How to complete this task
Write every record out again exactly, and keep images out of it.

[Stored data entries]
§ §
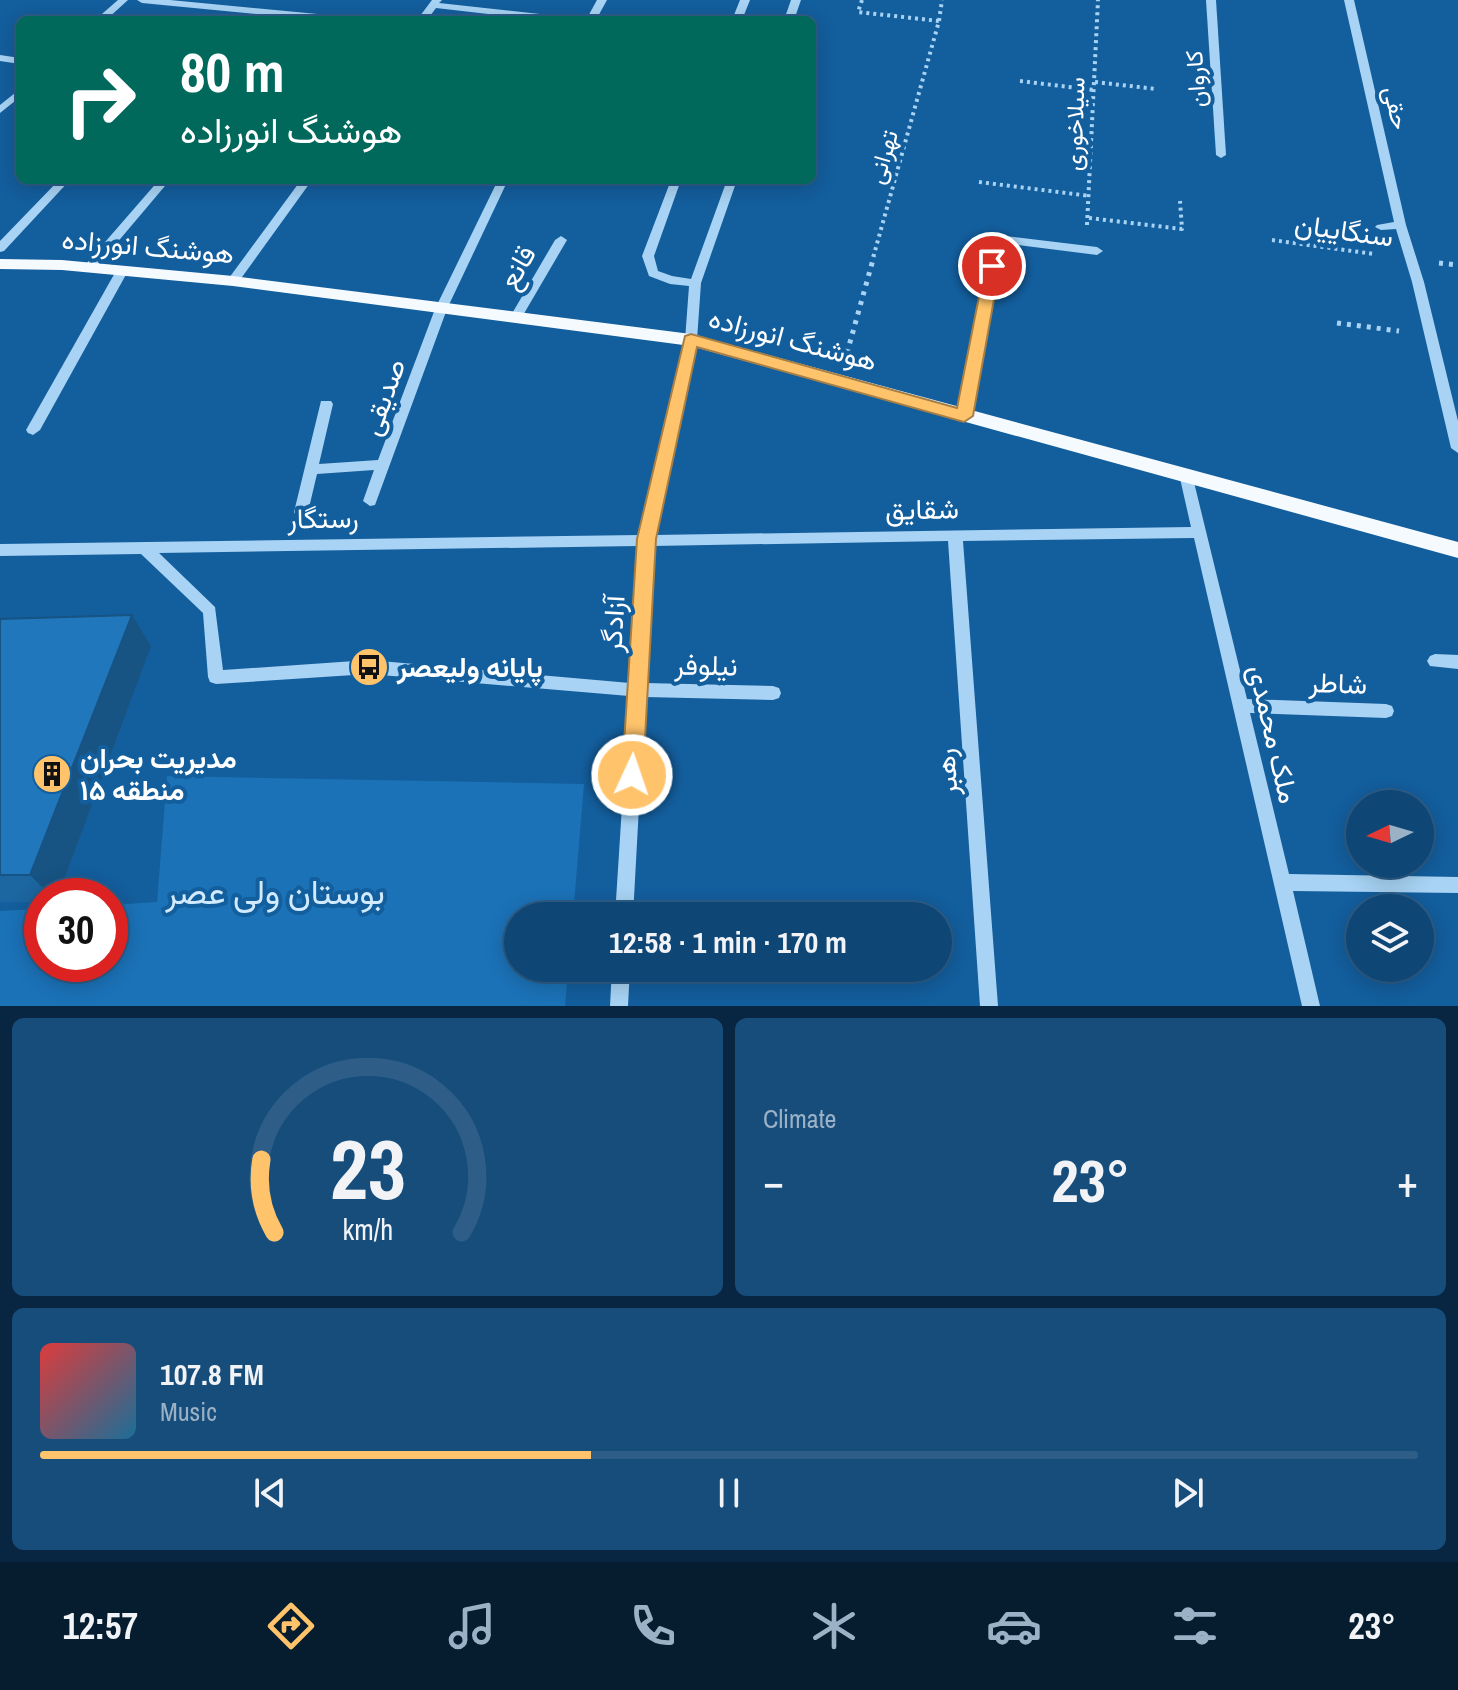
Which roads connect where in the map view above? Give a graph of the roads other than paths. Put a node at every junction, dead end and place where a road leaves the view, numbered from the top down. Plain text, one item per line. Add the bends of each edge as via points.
1 (123, 0) edge
2 (142, 0) edge
3 (1211, 0) edge
4 (1349, 0) edge
5 (435, 3) edge
6 (105, 16) edge
7 (308, 16) edge
8 (536, 16) edge
9 (16, 96) edge
10 (0, 110) edge
11 (1221, 155) dead end
12 (61, 184) edge
13 (162, 184) edge
14 (304, 184) edge
15 (501, 184) edge
16 (675, 184) edge
17 (731, 184) edge
18 (1400, 225) junction
19 (1381, 227) dead end
20 (561, 240) dead end
21 (0, 248) edge
22 (1097, 251) dead end
23 (0, 264) edge
24 (90, 267) junction
25 (122, 271) junction
26 (233, 281) junction
27 (695, 283) junction
28 (441, 309) junction
29 (516, 317) junction
30 (691, 340) junction
31 (326, 404) dead end
32 (964, 416) junction
33 (33, 430) dead end
34 (1458, 448) edge
35 (383, 465) junction
36 (311, 469) junction
37 (1186, 474) junction
38 (370, 501) dead end
39 (301, 512) dead end
40 (1199, 532) junction
41 (955, 535) junction
42 (646, 539) junction
43 (143, 547) junction
44 (0, 550) edge
45 (1458, 550) edge
46 (1435, 661) dead end
47 (1458, 662) edge
48 (637, 690) junction
49 (773, 693) dead end
50 (1240, 706) junction
51 (1386, 711) dead end
52 (1282, 882) junction
53 (1458, 885) edge
54 (625, 902) edge
55 (620, 982) edge
56 (619, 1006) edge
57 (989, 1006) edge
58 (1311, 1006) edge

1 - 6 street
2 - 7 street
3 - 11 street, کاروان
4 - 18 street, حقی
5 - 8 street
9 - 10 street
12 - 21 street
13 - 24 street
14 - 26 street
15 - 28 street, صدیقی
16 - 27 street via 648,256 653,273
17 - 27 street, آزادگر
18 - 19 street
18 - 34 street, حقی
20 - 29 street, قانع
22 - 32 street via 997,239
23 - 24 main road, هوشنگ انورزاده
24 - 25 main road, هوشنگ انورزاده
25 - 26 main road, هوشنگ انورزاده
25 - 33 street
26 - 28 main road, هوشنگ انورزاده
27 - 30 street, آزادگر
28 - 29 main road, هوشنگ انورزاده
28 - 35 street, صدیقی
29 - 30 main road, هوشنگ انورزاده
30 - 32 main road, هوشنگ انورزاده
30 - 42 street, آزادگر
31 - 36 street
32 - 37 main road, هوشنگ انورزاده
35 - 36 street
35 - 38 street, صدیقی
36 - 39 street
37 - 40 street, ملک محمدی
37 - 45 main road, هوشنگ انورزاده
40 - 41 street, شقایق
40 - 50 street, ملک محمدی
41 - 42 street, شقایق
41 - 57 street, رهبر
42 - 43 street, رستگار
42 - 48 street, آزادگر
43 - 44 street, رستگار
43 - 48 street, نیلوفر via 210,611 216,677 369,667
46 - 47 street
48 - 49 street, نیلوفر
48 - 54 street, آزادگر
50 - 51 street, شاطر
50 - 52 street, ملک محمدی
52 - 53 street
52 - 58 street, ملک محمدی
55 - 56 street

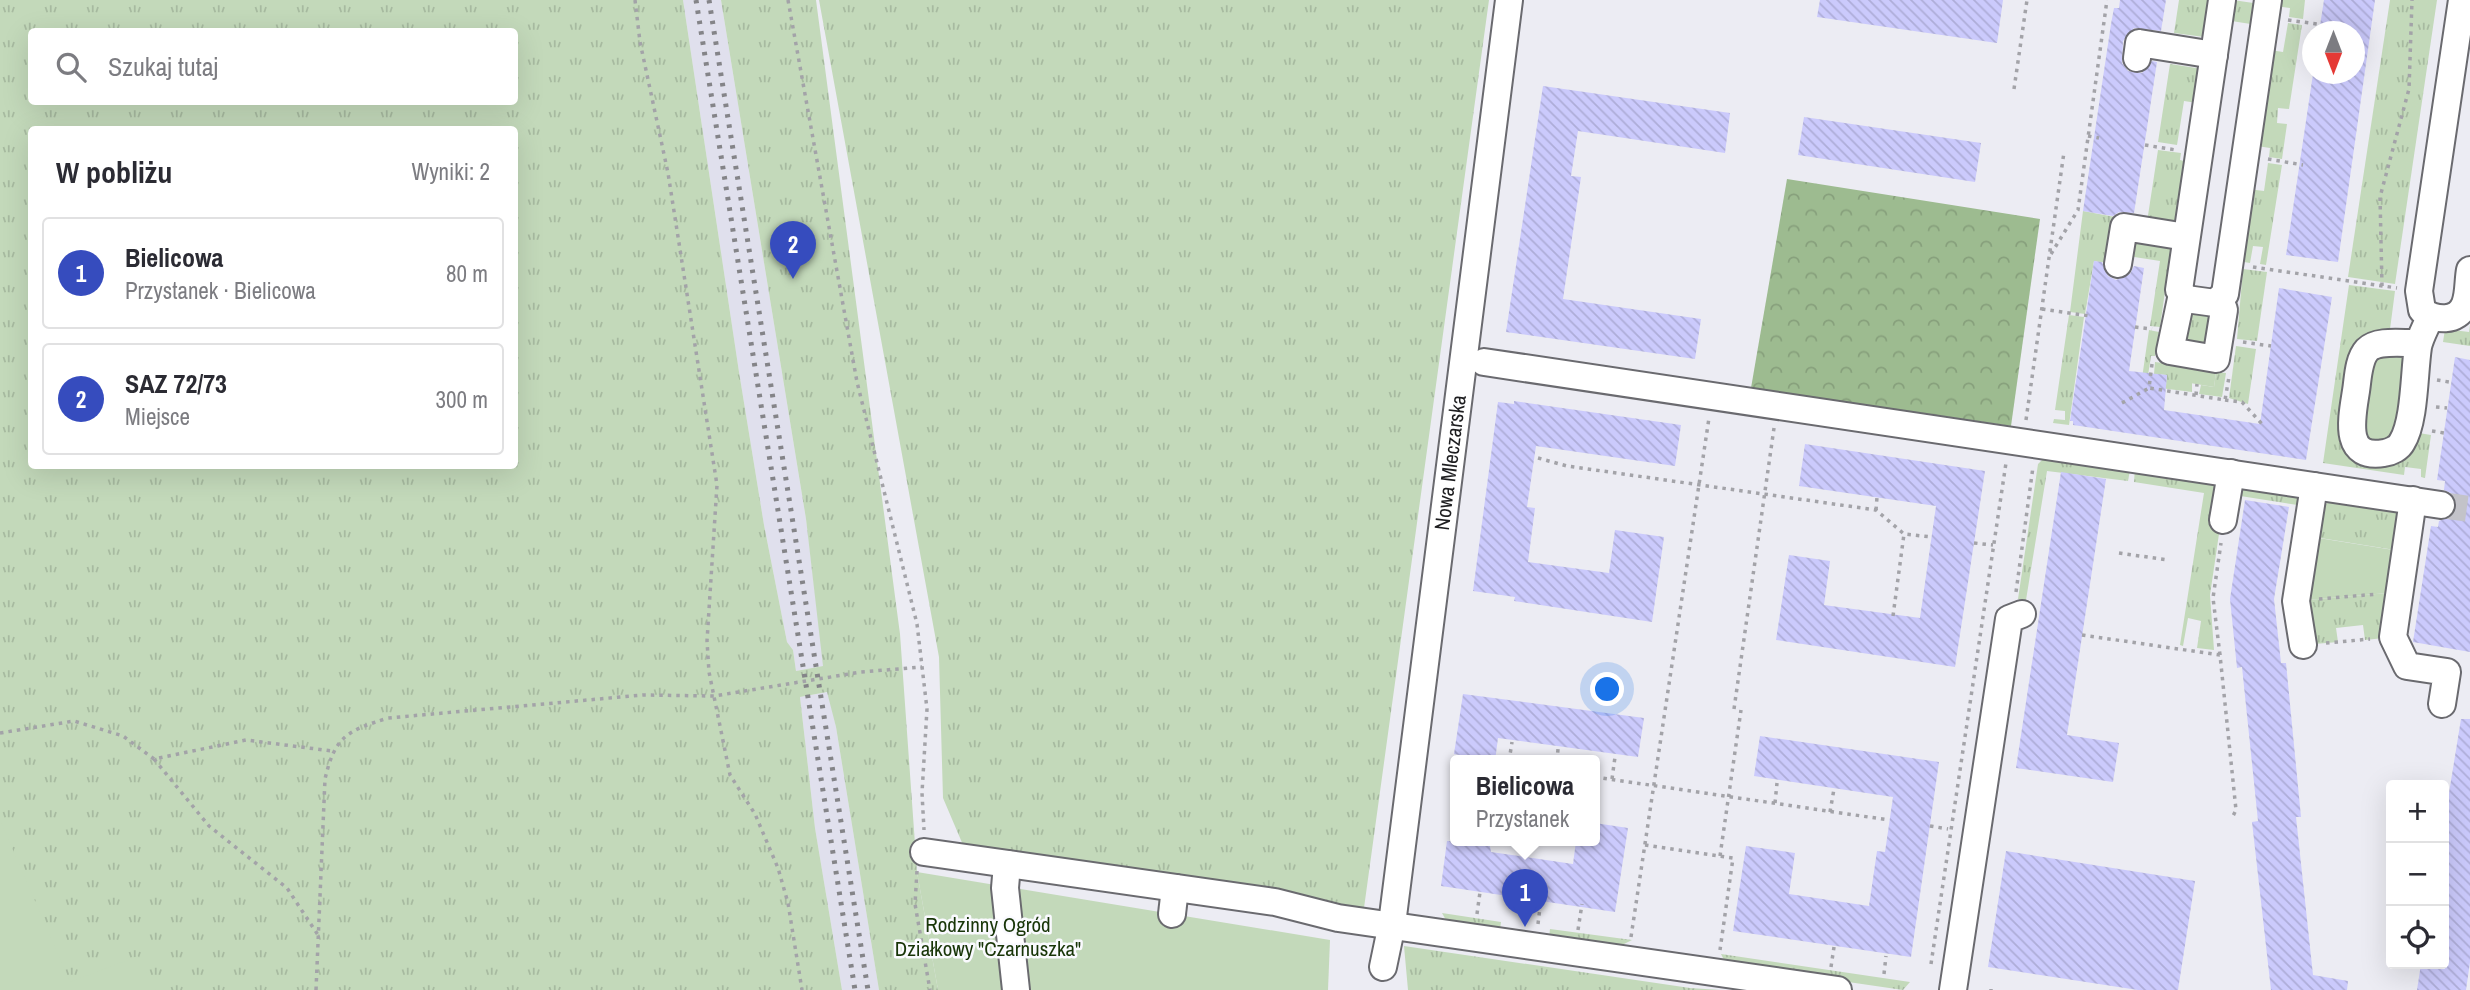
§ §
Written solution
Which roads connect where in the map view above? Give a graph of the roads other than paths. Put a node at every junction, dead end and place where a road leaves the view, numbered from the top down. Plain text, one item per line. Add the bends of each edge as via points.
1 (123, 0) edge
2 (142, 0) edge
3 (1211, 0) edge
4 (1349, 0) edge
5 (435, 3) edge
6 (105, 16) edge
7 (308, 16) edge
8 (536, 16) edge
9 (16, 96) edge
10 (0, 110) edge
11 (1221, 155) dead end
12 (61, 184) edge
13 (162, 184) edge
14 (304, 184) edge
15 (501, 184) edge
16 (675, 184) edge
17 (731, 184) edge
18 (1400, 225) junction
19 (1381, 227) dead end
20 (561, 240) dead end
21 (0, 248) edge
22 (1097, 251) dead end
23 (0, 264) edge
24 (90, 267) junction
25 (122, 271) junction
26 (233, 281) junction
27 (695, 283) junction
28 (441, 309) junction
29 (516, 317) junction
30 (691, 340) junction
31 (326, 404) dead end
32 (964, 416) junction
33 (33, 430) dead end
34 (1458, 448) edge
35 (383, 465) junction
36 (311, 469) junction
37 (1186, 474) junction
38 (370, 501) dead end
39 (301, 512) dead end
40 (1199, 532) junction
41 (955, 535) junction
42 (646, 539) junction
43 (143, 547) junction
44 (0, 550) edge
45 (1458, 550) edge
46 (1435, 661) dead end
47 (1458, 662) edge
48 (637, 690) junction
49 (773, 693) dead end
50 (1240, 706) junction
51 (1386, 711) dead end
52 (1282, 882) junction
53 (1458, 885) edge
54 (625, 902) edge
55 (620, 982) edge
56 (619, 1006) edge
57 (989, 1006) edge
58 (1311, 1006) edge

1 - 6 street
2 - 7 street
3 - 11 street, کاروان
4 - 18 street, حقی
5 - 8 street
9 - 10 street
12 - 21 street
13 - 24 street
14 - 26 street
15 - 28 street, صدیقی
16 - 27 street via 648,256 653,273
17 - 27 street, آزادگر
18 - 19 street
18 - 34 street, حقی
20 - 29 street, قانع
22 - 32 street via 997,239
23 - 24 main road, هوشنگ انورزاده
24 - 25 main road, هوشنگ انورزاده
25 - 26 main road, هوشنگ انورزاده
25 - 33 street
26 - 28 main road, هوشنگ انورزاده
27 - 30 street, آزادگر
28 - 29 main road, هوشنگ انورزاده
28 - 35 street, صدیقی
29 - 30 main road, هوشنگ انورزاده
30 - 32 main road, هوشنگ انورزاده
30 - 42 street, آزادگر
31 - 36 street
32 - 37 main road, هوشنگ انورزاده
35 - 36 street
35 - 38 street, صدیقی
36 - 39 street
37 - 40 street, ملک محمدی
37 - 45 main road, هوشنگ انورزاده
40 - 41 street, شقایق
40 - 50 street, ملک محمدی
41 - 42 street, شقایق
41 - 57 street, رهبر
42 - 43 street, رستگار
42 - 48 street, آزادگر
43 - 44 street, رستگار
43 - 48 street, نیلوفر via 210,611 216,677 369,667
46 - 47 street
48 - 49 street, نیلوفر
48 - 54 street, آزادگر
50 - 51 street, شاطر
50 - 52 street, ملک محمدی
52 - 53 street
52 - 58 street, ملک محمدی
55 - 56 street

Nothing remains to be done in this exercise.